Dr. Krishnan: Oh, there is another answer. Why is anito-cel expected to work differently? That is a great question. It is a different construct. I cannot really speak to that portion of it. It is not so much the response rate. It is the question of the side effect profile and is it going to be more favorable. Because the response rate with cilta-cel is actually extremely high, and it is really just delayed toxicities. Is there going to be a different profile of that? It may have to do also with cell dose. The peak ALK expansion, etc. I think all those things may play into it. We are still waiting to see.

 

Amber Williams: Then if there are any questions on that slide that you think are worth answering or discussing, you can go ahead and do that.

 

Dr. Patel: Sure. Made me a little bit different in different disease settings. Maybe I can speak to the first and second question in the lymphoma setting. Our most common sequence because of second-line CAR T availability in DLBCL is bispecific after CAR. There, fortunately, we do not seem to see a substantial difference in CRS or ICANS in patients who are getting a bispecific who have had a CAR vs not, albeit in, I think, very, very rare circumstances you could, I suppose, theoretically drive CAR T re-expansion with bispecific. In patients where you may have unusual CRS profile or refractory CRS, that might be something to consider, but it seems to be a very rare circumstance in lymphoma, at least. In this question around revaccination, is it the same as post-auto transplant. This is an area where I think, especially in the lymphoma world, we need to do more research. I think certainly memory B-cells and plasma cells are not expected to be wiped out by all CAR T-cell therapy. But there may be certain populations where because of the disease itself, there is some need to revaccinate.

 

CLL is the one I think about where there is immune dysfunction long before we ever give CAR T-cell therapy to patients.

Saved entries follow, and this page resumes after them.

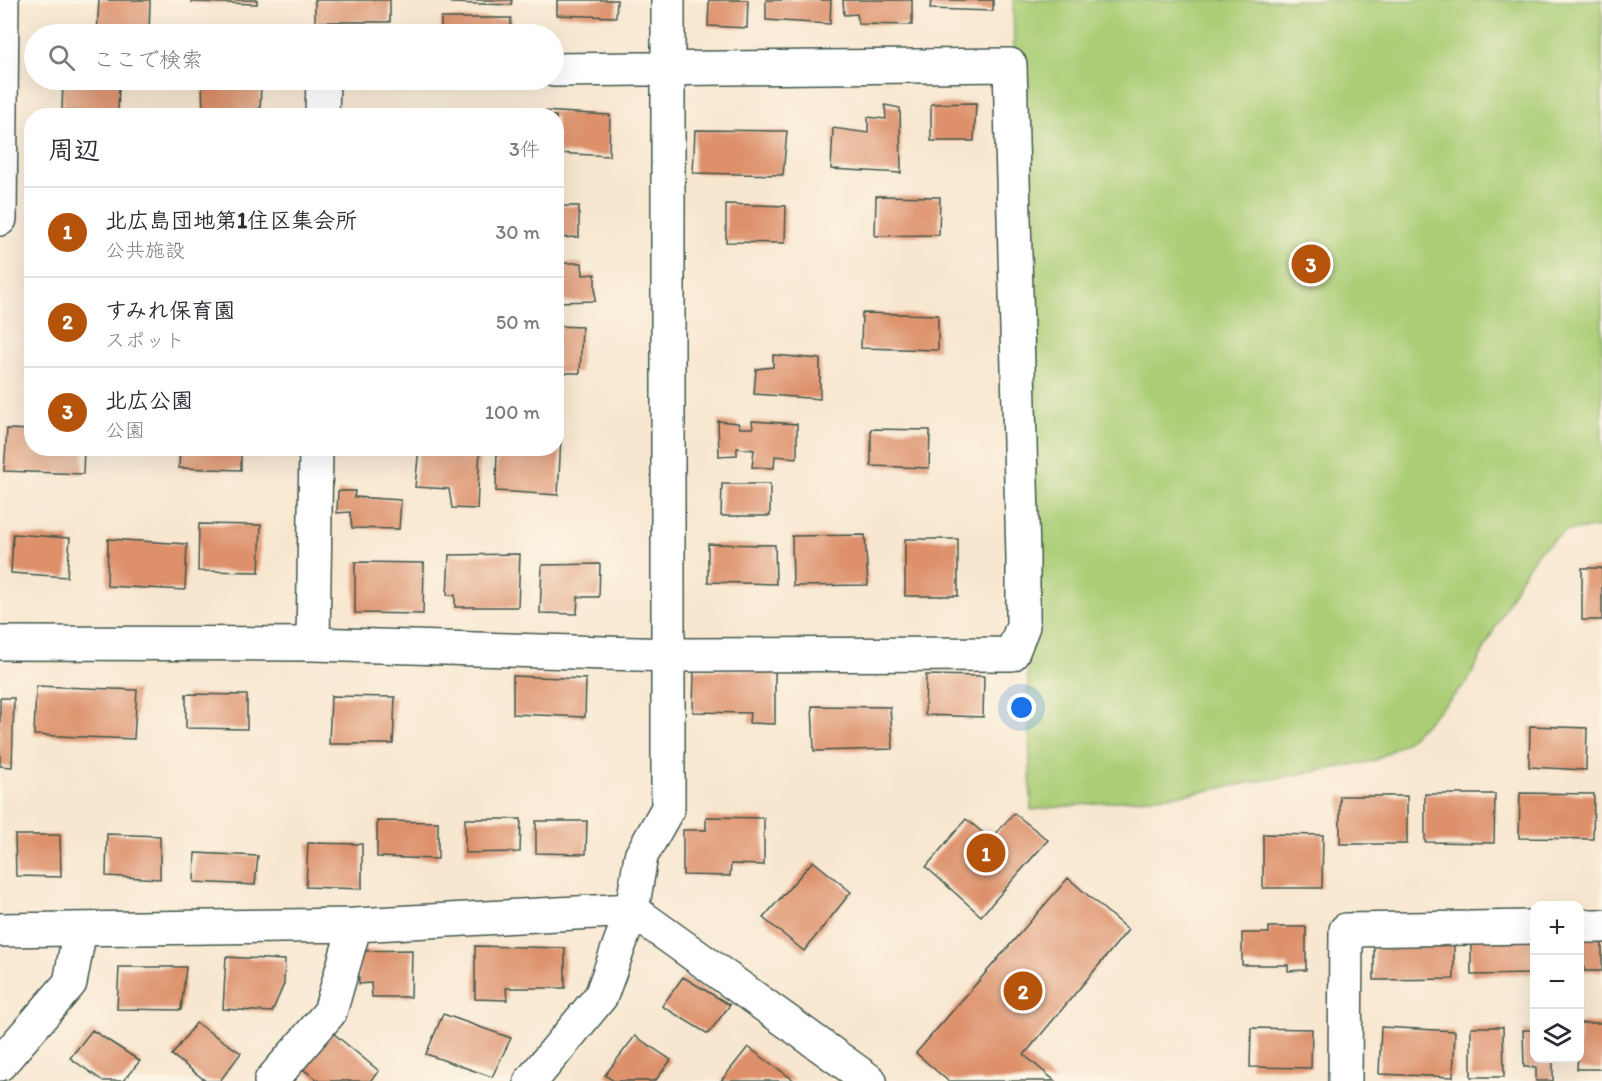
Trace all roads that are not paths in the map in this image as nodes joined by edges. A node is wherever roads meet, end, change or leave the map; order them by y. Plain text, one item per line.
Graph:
1 (2, 0) edge
2 (668, 0) edge
3 (564, 70) edge
4 (667, 70) junction
5 (323, 90) edge
6 (322, 108) edge
7 (0, 219) edge
8 (316, 456) edge
9 (0, 643) edge
10 (313, 644) junction
11 (670, 655) junction
12 (632, 910) junction
13 (355, 925) junction
14 (1584, 926) edge
15 (1602, 926) edge
16 (1530, 927) edge
17 (80, 929) junction
18 (0, 930) edge
19 (0, 1064) edge
20 (271, 1081) edge
21 (531, 1081) edge
22 (870, 1081) edge
23 (1345, 1081) edge

1 - 7 street
2 - 4 street
3 - 4 street
4 - 11 street
4 - 11 street
5 - 6 street
8 - 10 street
9 - 10 street
10 - 11 street
11 - 12 street
12 - 13 street
12 - 21 street
12 - 22 street
13 - 17 street
13 - 20 street
14 - 15 street
16 - 23 street
17 - 18 street
17 - 19 street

This may vary across different lymphoma histologies and is an area of ongoing work in our field. Dr. Krishnan's right. We are fortunate not to have these delayed neurotoxicities in lymphoma. That seems to be something that is more specific to anti-BCMA CAR T-cells, at least.

 

Dr. Krishnan: The only comment I have to say in the myeloma for the bispecifics is we have a lot of data suggesting that if you give a bispecific before a CAR the response rate of the CAR is lower and the PFS is significantly lower. We really try not to do that, and we really try to do CAR first if at all possible.